Connexin-43 expression is increased by the nerve growth factor (NGF) and contributes to pulmonary arterial altered reactivity in pulmonary hypertension

Abstract

We previously showed that NGF plays a pivotal role in pulmonary hypertension (PH), contributing to pulmonary arterial inflammation, remodelling and altered reactivity. Others and we have also shown a role of connexin-based GAP junctions in PH. Since NGF modulates connexin-43 (Cx43) expression/activity in neuronal cells, we wondered whether NGF may alter Cx43 expression in pulmonary arteries (PA) and whether these alterations may contribute to NGF pathophysiological effects in PH. Control rat PA and control human pulmonary arterial smooth muscle (hPASMC) or endothelial cells (hPAEC) were treated with NGF (0–100 ng/ml, 24 h).
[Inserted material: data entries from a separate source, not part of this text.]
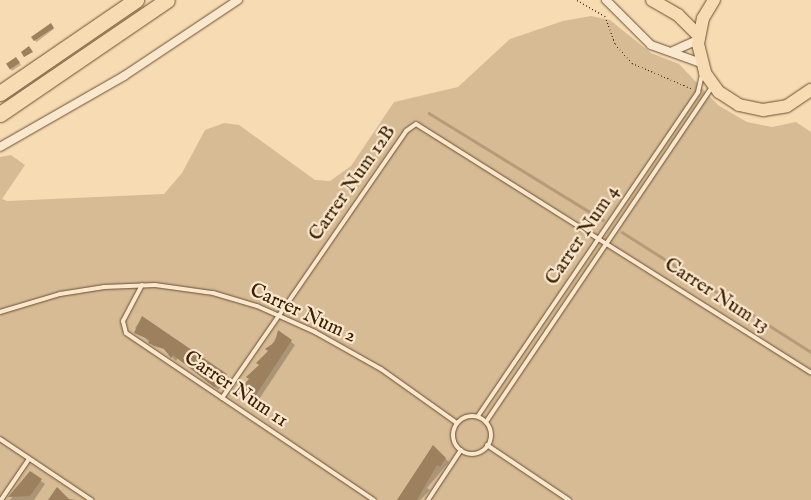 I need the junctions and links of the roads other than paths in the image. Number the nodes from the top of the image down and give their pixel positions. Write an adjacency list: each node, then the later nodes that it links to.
1 (136, 0): 12 (highway)
2 (167, 0): 14 (highway)
3 (238, 0): 15 (street)
4 (606, 0): 9 (street)
5 (652, 0): 7 (main road)
6 (712, 2): 7 (main road); 8 (main road)
7 (678, 15): 8 (main road)
8 (698, 37): 9 (street); 10 (main road)
9 (671, 51): 10 (street)
10 (702, 66): 11 (main road); 16 (lane, Carrer Num 4)
11 (713, 86): 13 (main road); 17 (lane, Carrer Num 4)
12 (0, 93)
13 (808, 95)
14 (0, 114)
15 (0, 147)
16 (599, 237): 17 (lane, Carrer Num 12B); 20 (lane, Carrer Num 12B); 23 (lane, Carrer Num 4)
17 (607, 242): 21 (lane, Carrer Num 13); 24 (lane, Carrer Num 4)
18 (142, 285): 19 (lane, Carrer Num 2); 20 (lane, Carrer Num 2); 22 (lane, Carrer Num 11)
19 (0, 312)
20 (279, 315): 22 (lane, Carrer Num 12B); 25 (lane, Carrer Num 2)
21 (811, 373)
22 (222, 398): 32 (lane, Carrer Num 11)
23 (478, 416): 24 (lane); 25 (lane)
24 (486, 422): 27 (lane)
25 (456, 423): 28 (lane)
26 (0, 440): 29 (lane)
27 (487, 445): 28 (lane); 34 (lane)
28 (461, 450): 33 (lane)
29 (29, 459): 30 (lane); 31 (lane)
30 (1, 500)
31 (91, 500)
32 (374, 500)
33 (428, 500)
34 (568, 500) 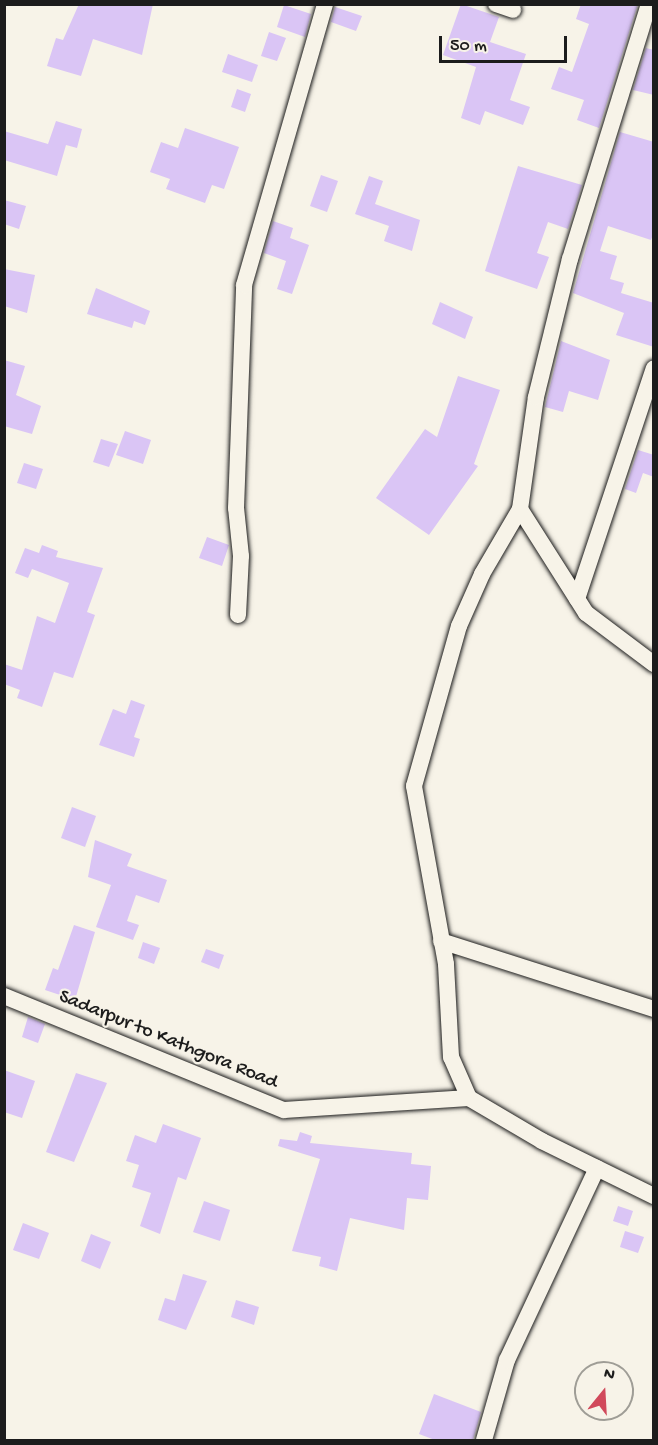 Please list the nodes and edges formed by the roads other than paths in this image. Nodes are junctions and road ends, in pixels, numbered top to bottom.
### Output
1 (326, 4) edge
2 (496, 4) edge
3 (649, 4) edge
4 (513, 10) dead end
5 (654, 368) edge
6 (520, 510) junction
7 (577, 599) junction
8 (238, 615) dead end
9 (654, 664) edge
10 (441, 941) junction
11 (4, 996) edge
12 (654, 1009) edge
13 (469, 1098) junction
14 (597, 1168) junction
15 (654, 1196) edge
16 (484, 1440) edge

1 - 8 street
2 - 4 street
3 - 6 street
5 - 7 street
6 - 7 street
6 - 10 street
7 - 9 street
10 - 12 street
10 - 13 street
11 - 13 street, Sadarpur to Kathgora Road
13 - 14 street
14 - 15 street
14 - 16 street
In vivo, experimental PH in the rat was induced by chronic hypoxia (CH, 0.5 atm, 28 days), with anti-NGF blocking antibodies (10 μg/kg ip) administered as a preventive treatment. Cx43 expression in rat PA and human cells was assessed by Western blotting. Contractions of control rat PA were induced ex vivo by phenylephrine (PHE, 10-10-10-4M) in absence or presence of NGF (100 ng/ml, 24 h). Cx43 expression was significantly increased by NGF ex vivo in rat PA ( P < 0.05) and in vitro in both hPASMC ( P < 0.05) and hPAEC ( P < 0.05). This increase was abolished after treatment with K252a (TrkA kinase inhibitor, 300 nM) or in cells transfected with a TrkA siRNA (1 nM). Wortmannin (PI3K inhibitor, 100 nM) and PD98059 (ERK pathway inhibitor, 10 μM) also totally blocked this increase. In vivo, anti-NGF blocking antibodies prevented Cx43 increased expression in PA from CH rats. Ex vivo, NGF significantly increased rat PA reactivity to PHE ( P < 0.01). K252a, wortmannin, PD98059 and 43Gap26 (Cx43 blocking peptide, 300 μM) abolished this effect. Our results show that NGF increases Cx43 expression in PA through activation of its TrkA receptor and a PI3K/ERK-dependent signalling pathway. This mechanism seems to participate in NGF-induced PA hyperreactivity and may thus contribute to PH pathophysiology.